TASK PROMPT -> Find every line in the data that contains the word "Клубничная". Return each of those lines.

(Collected data entries)

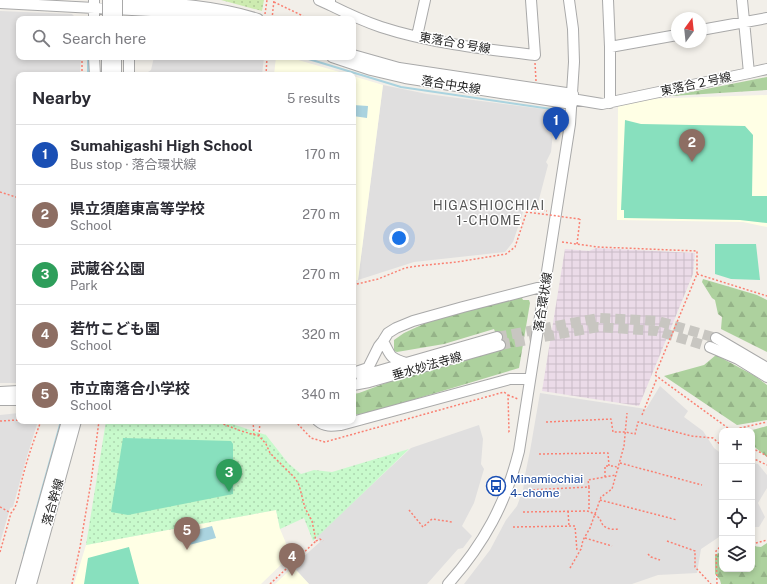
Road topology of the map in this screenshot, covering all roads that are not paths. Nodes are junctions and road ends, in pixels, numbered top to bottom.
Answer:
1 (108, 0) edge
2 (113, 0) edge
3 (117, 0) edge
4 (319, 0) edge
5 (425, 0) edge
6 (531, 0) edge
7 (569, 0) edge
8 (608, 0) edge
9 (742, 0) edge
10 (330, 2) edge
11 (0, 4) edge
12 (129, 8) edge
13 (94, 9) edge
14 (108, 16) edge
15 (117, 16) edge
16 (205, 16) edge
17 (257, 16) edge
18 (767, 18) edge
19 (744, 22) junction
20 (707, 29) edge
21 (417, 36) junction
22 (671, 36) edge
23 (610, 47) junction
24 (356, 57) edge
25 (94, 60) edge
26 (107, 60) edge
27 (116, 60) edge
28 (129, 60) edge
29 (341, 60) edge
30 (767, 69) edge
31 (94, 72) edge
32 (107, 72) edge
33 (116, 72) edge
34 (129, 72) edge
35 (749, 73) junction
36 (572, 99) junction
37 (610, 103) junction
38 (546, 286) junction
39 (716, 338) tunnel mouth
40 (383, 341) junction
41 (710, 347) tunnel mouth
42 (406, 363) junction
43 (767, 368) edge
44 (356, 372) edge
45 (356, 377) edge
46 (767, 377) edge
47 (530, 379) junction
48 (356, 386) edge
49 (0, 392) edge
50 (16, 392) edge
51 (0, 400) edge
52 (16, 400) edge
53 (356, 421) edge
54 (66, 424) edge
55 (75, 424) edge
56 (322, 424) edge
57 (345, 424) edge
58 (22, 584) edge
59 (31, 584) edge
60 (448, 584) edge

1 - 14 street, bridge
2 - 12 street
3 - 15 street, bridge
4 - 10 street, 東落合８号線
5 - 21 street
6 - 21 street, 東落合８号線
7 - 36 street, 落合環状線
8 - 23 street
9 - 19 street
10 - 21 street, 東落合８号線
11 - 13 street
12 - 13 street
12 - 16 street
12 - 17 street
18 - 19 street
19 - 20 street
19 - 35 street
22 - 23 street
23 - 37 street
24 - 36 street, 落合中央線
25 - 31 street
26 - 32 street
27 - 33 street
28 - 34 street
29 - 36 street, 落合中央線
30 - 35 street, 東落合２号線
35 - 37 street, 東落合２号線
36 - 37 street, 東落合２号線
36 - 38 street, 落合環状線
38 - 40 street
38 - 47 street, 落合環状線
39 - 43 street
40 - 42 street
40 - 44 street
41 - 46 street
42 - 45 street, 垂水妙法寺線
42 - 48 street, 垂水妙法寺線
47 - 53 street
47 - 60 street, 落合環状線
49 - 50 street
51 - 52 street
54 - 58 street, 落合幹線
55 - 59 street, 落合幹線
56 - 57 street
---
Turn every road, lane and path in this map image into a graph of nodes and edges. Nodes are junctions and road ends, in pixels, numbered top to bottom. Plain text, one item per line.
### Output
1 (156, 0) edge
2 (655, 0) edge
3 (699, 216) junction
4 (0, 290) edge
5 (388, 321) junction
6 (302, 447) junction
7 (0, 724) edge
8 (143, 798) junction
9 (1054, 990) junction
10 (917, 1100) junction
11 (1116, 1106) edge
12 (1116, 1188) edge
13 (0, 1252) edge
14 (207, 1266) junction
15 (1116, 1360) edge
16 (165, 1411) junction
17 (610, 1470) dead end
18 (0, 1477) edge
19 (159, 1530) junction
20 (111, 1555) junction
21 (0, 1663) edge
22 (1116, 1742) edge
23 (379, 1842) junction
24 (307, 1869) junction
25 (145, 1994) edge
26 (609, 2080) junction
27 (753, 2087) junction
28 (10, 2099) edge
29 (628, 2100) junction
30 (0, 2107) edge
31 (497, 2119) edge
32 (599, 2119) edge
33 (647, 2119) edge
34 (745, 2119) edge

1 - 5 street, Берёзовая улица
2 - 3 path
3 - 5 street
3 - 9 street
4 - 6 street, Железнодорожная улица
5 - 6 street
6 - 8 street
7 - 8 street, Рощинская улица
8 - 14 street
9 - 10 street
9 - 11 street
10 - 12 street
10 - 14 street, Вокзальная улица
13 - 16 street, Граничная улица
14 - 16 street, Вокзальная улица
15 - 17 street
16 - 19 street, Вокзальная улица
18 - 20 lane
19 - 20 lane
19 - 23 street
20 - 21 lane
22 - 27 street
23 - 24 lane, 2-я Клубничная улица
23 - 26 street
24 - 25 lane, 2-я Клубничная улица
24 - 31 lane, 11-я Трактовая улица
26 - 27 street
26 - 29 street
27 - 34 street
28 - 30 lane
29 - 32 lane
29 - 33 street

RESPONSE AREA ->
23 - 24 lane, 2-я Клубничная улица
24 - 25 lane, 2-я Клубничная улица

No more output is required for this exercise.